Na quinta-feira, alerta para queda de temperatura no Rio Grande do Sul, com mínimas abaixo de 4 °C no centro-sul do estado, trazendo risco de geada. Na sexta-feira, o risco de geada se restringe à Serra catarinense e ao sul do Rio Grande do Sul.

Sudeste

A semana começa com previsão de chuva leve entre o leste e nordeste de Minas Gerais e o Espírito Santo, sem risco de grandes volumes. O sol ainda predomina em todo o Sudeste, com temperaturas em alta em São Paulo e Rio de Janeiro. Em Araçatuba, São Paulo, as máximas podem ultrapassar os 40 °C nos próximos dias. O interior paulista e o Triângulo Mineiro apresentam baixa umidade do ar.

Nos próximos cinco dias, a chuva acumulada varia entre 10 e 20 mm no leste de São Paulo, divisa com Paraná, Rio de Janeiro e Espírito Santo, e no extremo leste de Minas Gerais. O tempo seco e o calor continuam prejudicando os cafezais em fase de floração nos quatro estados e não é recomendado o início da semeadura da safra 24/25, devido à alta temperatura do solo e falta de umidade. O risco de focos de incêndio aumenta nos próximos dias, principalmente em Minas Gerais, exigindo atenção dos produtores no manejo com fogo.

Centro-Oeste

A semana começa novamente com calor intenso no Centro-Oeste e pancadas irregulares no norte e noroeste de Mato Grosso. O tempo permanece firme em Mato Grosso do Sul, Goiás e no Distrito Federal, com baixos índices de umidade do ar. Há alerta para temporais entre quarta e sexta-feira em Mato Grosso e Mato Grosso do Sul, onde um cavado potencializa o risco de queda de granizo e rajadas de vento acima de 80 km/h, podendo danificar lavouras, estruturas agrícolas e causar quedas de árvores e cortes no abastecimento de energia.
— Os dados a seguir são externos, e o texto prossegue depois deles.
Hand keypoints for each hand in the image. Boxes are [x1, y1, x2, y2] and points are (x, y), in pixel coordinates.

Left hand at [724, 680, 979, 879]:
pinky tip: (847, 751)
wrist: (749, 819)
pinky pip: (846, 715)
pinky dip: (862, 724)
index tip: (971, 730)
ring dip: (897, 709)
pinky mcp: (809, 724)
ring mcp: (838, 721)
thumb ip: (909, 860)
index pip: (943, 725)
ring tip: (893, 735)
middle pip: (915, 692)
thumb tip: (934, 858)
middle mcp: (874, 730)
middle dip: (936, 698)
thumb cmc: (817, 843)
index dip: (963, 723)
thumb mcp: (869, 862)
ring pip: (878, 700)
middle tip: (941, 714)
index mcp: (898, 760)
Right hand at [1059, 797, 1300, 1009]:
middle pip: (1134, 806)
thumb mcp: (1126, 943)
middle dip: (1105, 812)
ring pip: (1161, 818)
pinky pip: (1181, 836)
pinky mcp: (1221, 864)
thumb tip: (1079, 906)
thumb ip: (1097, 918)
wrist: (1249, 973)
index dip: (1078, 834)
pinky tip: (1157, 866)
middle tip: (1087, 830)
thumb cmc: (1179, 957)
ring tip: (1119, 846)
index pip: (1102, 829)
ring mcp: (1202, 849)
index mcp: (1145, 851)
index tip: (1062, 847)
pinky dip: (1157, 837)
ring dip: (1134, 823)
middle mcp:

Nos próximos cinco dias, os volumes de chuva variam entre 20 e 35 mm no oeste, sul e norte de Mato Grosso, Mato Grosso do Sul e extremo sul de Goiás. Isso eleva a umidade do ar e diminui o risco de incêndios, contribuindo para a reposição hídrica do solo. No entanto, ainda não é suficiente para garantir o início da semeadura da safra 24/25. Lavouras e pastagens seguem prejudicadas em Goiás devido à falta de umidade, e o risco de incêndios continua em alta. Com a umidade relativa do ar abaixo de 20%, o tratamento fitossanitário não é recomendado esta semana no estado goiano, e os produtores devem evitar o manejo com fogo.

Nordeste

Muito sol e calor marcam a última segunda-feira de setembro no Nordeste. O interior da região permanece seco e quente, com ventos moderados. Chove apenas na costa leste, de forma moderada, em Salvador, Aracaju, Recife e Maceió. Em cinco dias, o acumulado de chuva fica entre 10 e 15 mm no litoral do Rio Grande do Norte, Paraíba, Pernambuco, Alagoas, Sergipe, Bahia e no sul do Maranhão.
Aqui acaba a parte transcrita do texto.